The Turkish intervention in Iraq

Those who doubt the likelihood of US support for Turkish military intervention in Iraq should consider two points:

1) Turkey's involvement would give the occupation forces in Iraq a multinational character. Turkey is currently providing troops in Afghanistan. The so-called "green helmets," because of Turkey's Islamic background, could similarly be given the label of "peacekeepers" in Iraq. A British and US occupation of Iraq will be greatly enhanced by Turkey's participation.

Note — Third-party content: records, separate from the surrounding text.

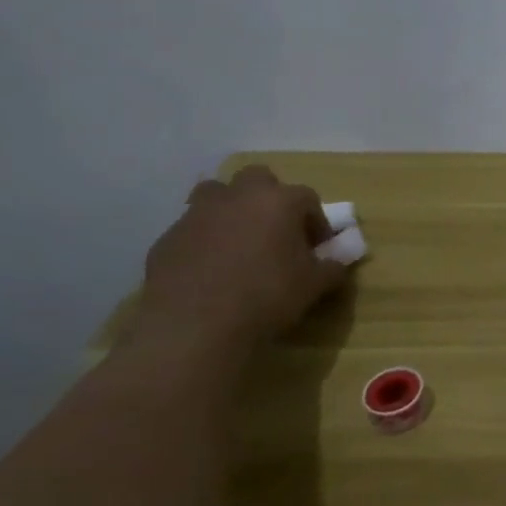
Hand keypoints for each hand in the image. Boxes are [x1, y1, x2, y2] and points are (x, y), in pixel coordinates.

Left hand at [133, 165, 346, 348]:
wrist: (194, 327)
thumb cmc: (266, 296)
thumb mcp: (314, 285)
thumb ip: (332, 267)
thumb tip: (338, 261)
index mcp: (278, 201)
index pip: (308, 198)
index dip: (316, 222)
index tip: (317, 248)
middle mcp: (237, 197)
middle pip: (258, 179)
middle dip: (269, 198)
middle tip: (276, 230)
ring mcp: (197, 214)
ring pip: (217, 195)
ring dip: (232, 210)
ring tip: (240, 243)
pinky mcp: (167, 238)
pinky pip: (193, 229)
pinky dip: (205, 240)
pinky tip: (211, 270)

2) The US has an established record of supporting massive Turkish military incursions into northern Iraq in recent years. On December 31,1996 a US and Turkey agreement approved the further use of Incirlik airbase for the US and British patrols over Iraq on the condition that the stated mission of the "no-fly-zone" over northern Iraq be changed. Until then Operation Provide Comfort claimed a humanitarian mission of protecting the Kurds of northern Iraq. This was changed to Operation Northern Watch where the parameters of the new mission omitted any mention of protecting anyone. The new mission calls simply for the "containment" of Iraq.

US support for Turkish invasions of Iraq


In September of 1997, 15,000 Turkish troops crossed into Iraq supported with armor and helicopters against Kurdish separatists. Since then there have been repeated military incursions by Turkey of similar scale into northern Iraq.

These violations of Iraqi sovereignty enjoy the aircover of the US and British warplanes from Operation Northern Watch. The Turkish moves against the Kurds in Iraq also have the diplomatic support of the US (See April 18, 2001, State Department press conference with the US Iraq Coordinator, Mr. Ricciardone). As of September 10, 2002 Reuters reports that 5,000 Turkish troops are currently deployed in Iraq.

The Iraqi northern border has become a political fiction. The erosion of Iraqi sovereignty through the US and British control of its northern airspace and the Turkish interventions have effectively erased the internationally recognized border.

Military intervention in northern Iraq is not a strategic option for Turkey. It is an established fact. What is debatable is the extent of the future Turkish military intervention in northern Iraq.

An ethnic war for oil in Iraq


A US attack on Iraq and a corresponding escalation of Turkish intervention in northern Iraq will initiate a new ethnic war in Kurdistan. The threats between Turkey and the Iraqi Kurdish leader continue to escalate. Turkish Prime Minister Ecevit stated this month, "Kurdish leaders in Iraq, especially Barzani, have airs of, 'Well, the United States will not abandon us.' This is very ugly and rocks our relations... It's impossible for us to stomach this." (Reuters, September 12)

There can be no accommodation between the demands of the Iraqi Kurds and Turkey. Turkey's vital participation in the US attack on Iraq is conditioned on Washington promoting their interests alone. They insist the spoils of war on Iraq go to them, not the Iraqi Kurds. The stage is set for an ethnic war over the oil of northern Iraq.